When it comes to cooking with fire, Francis Mallmann is the eminence grise. He is master of the pursuit, the imagery immortalised in graceful, unhurried motion in an episode of the Netflix show Chef’s Table that shows him readying whole beasts for their turn beneath his signature fire dome.
Mallmann’s way of turning meat into things of gustatory delight has earned him the nickname “carnivore king”. So it was surprising to find ourselves face-to-face with the Argentinean chef who had come to zichar restaurant Keng Eng Kee on a sweltering afternoon to headline a GOOD Meat event promoting cultivated chicken.
Evidently, when it comes to meat, the carnivore king has had a change of heart.

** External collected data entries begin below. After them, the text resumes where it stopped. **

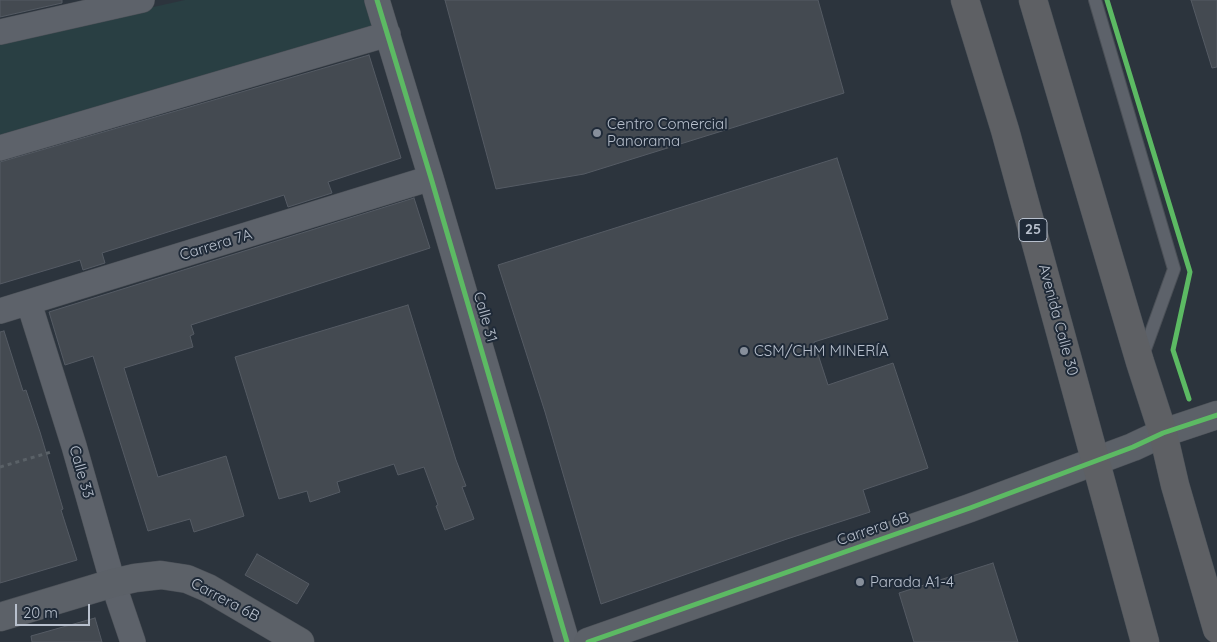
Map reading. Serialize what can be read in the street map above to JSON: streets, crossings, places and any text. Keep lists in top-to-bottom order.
{
  "streets": {
    "highway": ["25", "Avenida Calle 30"],
    "street": [
      "Carrera 7A",
      "Calle 31",
      "Calle 33",
      "Carrera 6B"
    ]
  },
  "crossings": [
    ["Carrera 7A", "Calle 31"],
    ["Carrera 7A", "Calle 33"],
    ["Avenida Calle 30", "Carrera 6B"],
    ["Calle 33", "Carrera 6B"]
  ],
  "places": ["Centro Comercial Panorama", "CSM/CHM MINERÍA", "Parada A1-4"],
  "scale_bar": "20 m"
}
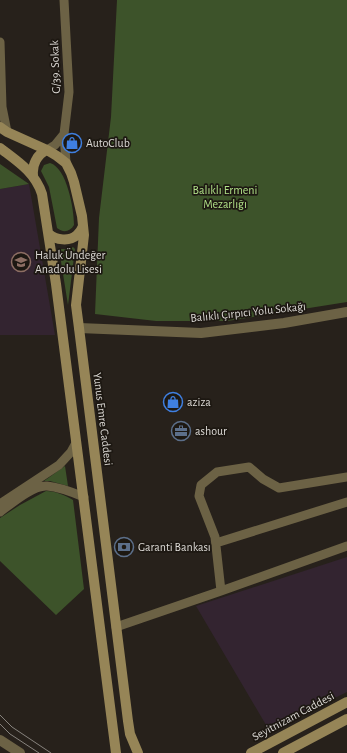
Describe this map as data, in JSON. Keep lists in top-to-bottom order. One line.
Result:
{"streets":{"main road":["Yunus Emre Caddesi","Seyitnizam Caddesi"],"street":["G/39. Sokak","Balıklı Çırpıcı Yolu Sokağı"]},"crossings":[["G/39. Sokak","Yunus Emre Caddesi"],["Balıklı Çırpıcı Yolu Sokağı","Yunus Emre Caddesi"]],"parks":["Balıklı Ermeni Mezarlığı"],"places":{"shop":["AutoClub","aziza"],"school or university":["Haluk Ündeğer Anadolu Lisesi"],"office":["ashour"],"bank":["Garanti Bankası"]}}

“The planet is very unhealthy because of what we’ve been doing with animals. We’ve destroyed the oceans, we have chicken eating horrible things like antibiotics, and look at the farming of salmon – it’s destroyed the seas in South America,” said Mallmann, looking incredibly cool in his signature pink gaucho beret despite the merciless humidity of the day. “So there is no way out. We need to change and look at alternatives.”

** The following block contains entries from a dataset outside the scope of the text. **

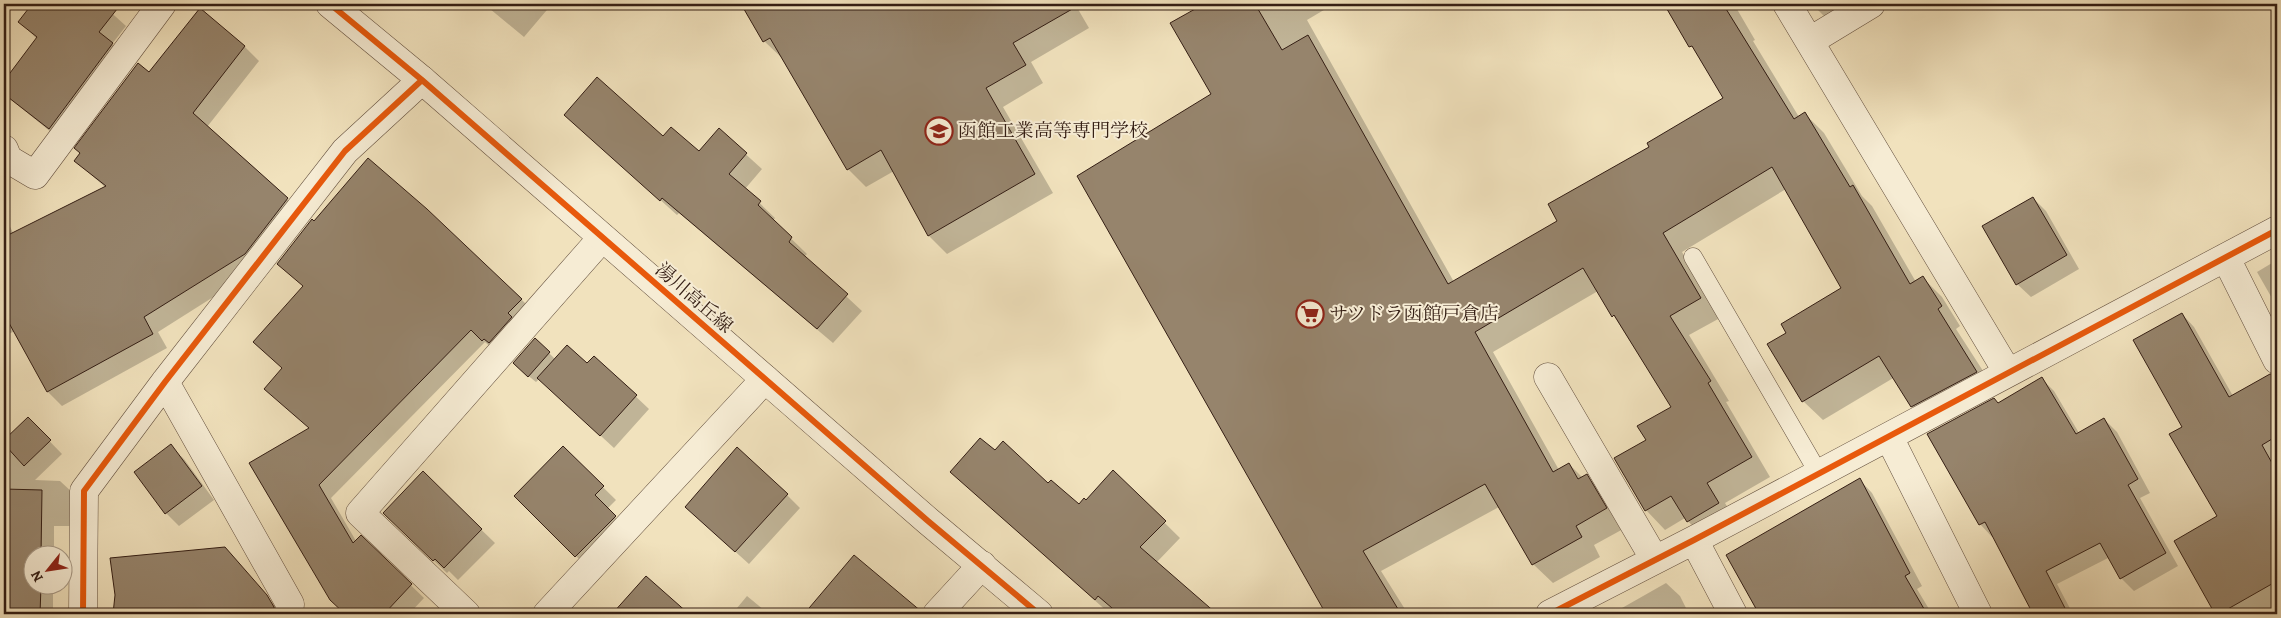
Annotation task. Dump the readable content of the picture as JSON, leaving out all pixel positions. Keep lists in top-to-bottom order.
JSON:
{
  "streets": {
    "street": ["湯川高丘線"]
  },
  "places": {
    "school or university": ["函館工業高等専門学校"],
    "supermarket": ["サツドラ函館戸倉店"]
  },
  "north": "bottom left"
}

One of which is cultivated meat. Rather than meat alternatives made from plant-based ingredients, cultivated or cultured meat is produced by cultivating animal cells.
To describe the process in an unscientifically phrased nutshell: Animal stem cells are extracted and banked, then grown in bioreactors or cultivators. The cells are fed the basic nutrients and supplements that a live animal needs to grow, such as amino acids, glucose and vitamins. After they divide and grow, the cells are harvested and packaged into final products. No animals are slaughtered and there are no animal by-products to waste.
Mallmann experienced his first taste of GOOD Meat cultured chicken only a day before we met, and his verdict? “It’s very interesting.”
“I need time to fall in love with it,” was his eloquently oblique answer, falling back on the notions of romance that he often talks about. “Cooking is a matter of romance and of getting to know your ingredients. It’s very new. I liked it, but I have to have an affair with it, to take some time to think how I can cook it, what I can do with it and all that. I have to live with it for a while, you know? I think it will take some time.”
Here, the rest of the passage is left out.